The module consists of three resources a resource group, a lock, and a storage account. As I am using conditions with for_each for the resource group and the lock I can decide whether my storage account gets created in a new resource group and the resource group is delete protected by the lock or not.
resource "azurerm_resource_group" "rg" { for_each = var.resource_group == true ? toset([var.resource_group_name]) : toset([]) name = var.resource_group_name location = var.location } resource "azurerm_management_lock" "lock" { for_each = var.lock == true && var.resource_group == true ? toset([var.resource_group_name]) : toset([]) name = "rg-level" scope = azurerm_resource_group.rg[var.resource_group_name].id lock_level = "CanNotDelete" }
Depending on my settings the for_each argument receives a set with one element, the resource group name, or an empty set. Some can argue for that use case you have the count argument which is valid and correct. But the count argument is index-based where for_each is key-based. The key-based approach always provides you with the same resource address in the Terraform state where the address with the index-based approach can change if you delete the resource. This leads to unpredictable behavior.

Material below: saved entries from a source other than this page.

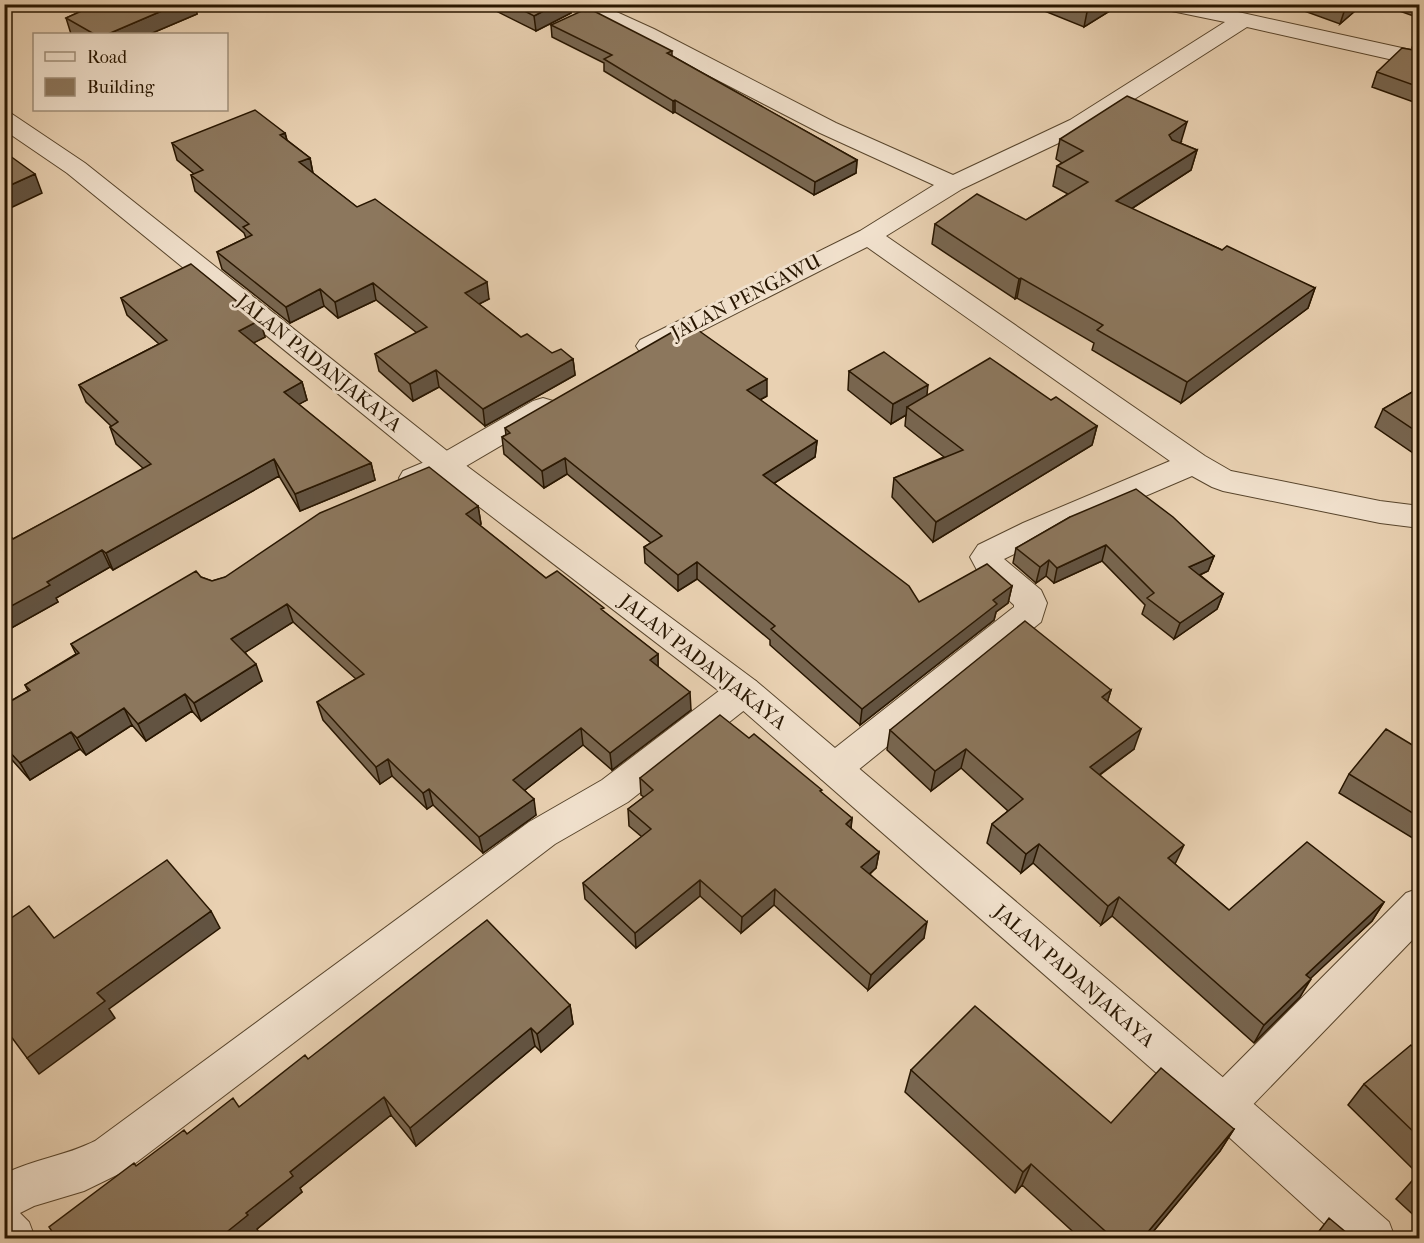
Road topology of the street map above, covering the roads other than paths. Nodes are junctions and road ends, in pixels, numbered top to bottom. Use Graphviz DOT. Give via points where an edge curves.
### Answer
graph roads {
  1 [pos="580,4"];
  2 [pos="1170,4"];
  3 [pos="1242,21"];
  4 [pos="1419,59"];
  5 [pos="4,119"];
  6 [pos="953,184"];
  7 [pos="868,236"];
  8 [pos="631,357"];
  9 [pos="563,397"];
  10 [pos="1194,463"];
  11 [pos="445,465"];
  12 [pos="390,488"];
  13 [pos="1419,517"];
  14 [pos="744,691"];
  15 [pos="834,769"];
  16 [pos="1419,905"];
  17 [pos="1224,1105"];
  18 [pos="4,1198"];
  19 [pos="4,1229"];
  20 [pos="13,1239"];
  21 [pos="1373,1239"];
  1 -- 6 [label="street" via="828,129"];
  2 -- 3 [label="street"];
  3 -- 4 [label="street"];
  3 -- 6 [label="street, JALAN PENGAWU" via="1078,125"];
  5 -- 11 [label="street, JALAN PADANJAKAYA" via="76,168"];
  6 -- 7 [label="street, JALAN PENGAWU"];
  7 -- 8 [label="street, JALAN PENGAWU"];
  7 -- 10 [label="street"];
  9 -- 11 [label="street"];
  10 -- 13 [label="street" via="1223,480"];
  10 -- 15 [label="street" via="987,555 989,564 1029,599 1030,611"];
  11 -- 12 [label="street"];
  11 -- 14 [label="street, JALAN PADANJAKAYA"];
  14 -- 15 [label="street, JALAN PADANJAKAYA"];
  14 -- 18 [label="street" via="615,791 542,833 110,1156 84,1170 27,1186"];
  15 -- 17 [label="street, JALAN PADANJAKAYA"];
  16 -- 17 [label="street"];
  17 -- 21 [label="street, JALAN PADANJAKAYA"];
  19 -- 20 [label="street"];
}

... module "storage1" { source = "./modules/storage" resource_group_name = "rg12345" location = "northeurope" storage_account_name = "azcdmdn12345" lock = true } module "storage2" { source = "./modules/storage" resource_group = false resource_group_name = module.storage1.resource_group_name location = "westeurope" storage_account_name = "azcdmdn67890" identity = true } ...
In the code sample above I create the first storage account within a new resource group which is protected by a lock. The second storage account gets provisioned to the same resource group as the first one. Hence, the variable resource_group is set to false.
Furthermore, the second storage account needs a managed identity and here we see the great combination of conditions with the for_each argument.
So, let us have a look at the storage account resource.
resource "azurerm_storage_account" "storage" { name = var.storage_account_name resource_group_name = var.resource_group == true ? azurerm_resource_group.rg[var.resource_group_name].name : var.resource_group_name location = var.resource_group == true ? azurerm_resource_group.rg[var.resource_group_name].location : var.location account_tier = "Standard" account_replication_type = "LRS" dynamic "identity" { for_each = var.identity == true ? toset([var.storage_account_name]) : toset([]) content { type = "SystemAssigned" } } }
When you want a storage account with a managed identity then you use the identity block within the resource. The only way of making a block within a resource configurable via a condition is the use of the dynamic block which requires the for_each argument.
... dynamic "identity" { for_each = var.identity == true ? toset([var.storage_account_name]) : toset([]) content { type = "SystemAssigned" } } ...
This is the true power of conditions with for_each. Making blocks in a resource configurable without the need to specify two different storage account resources for different configuration options.
You find the code samples in my GitHub repository.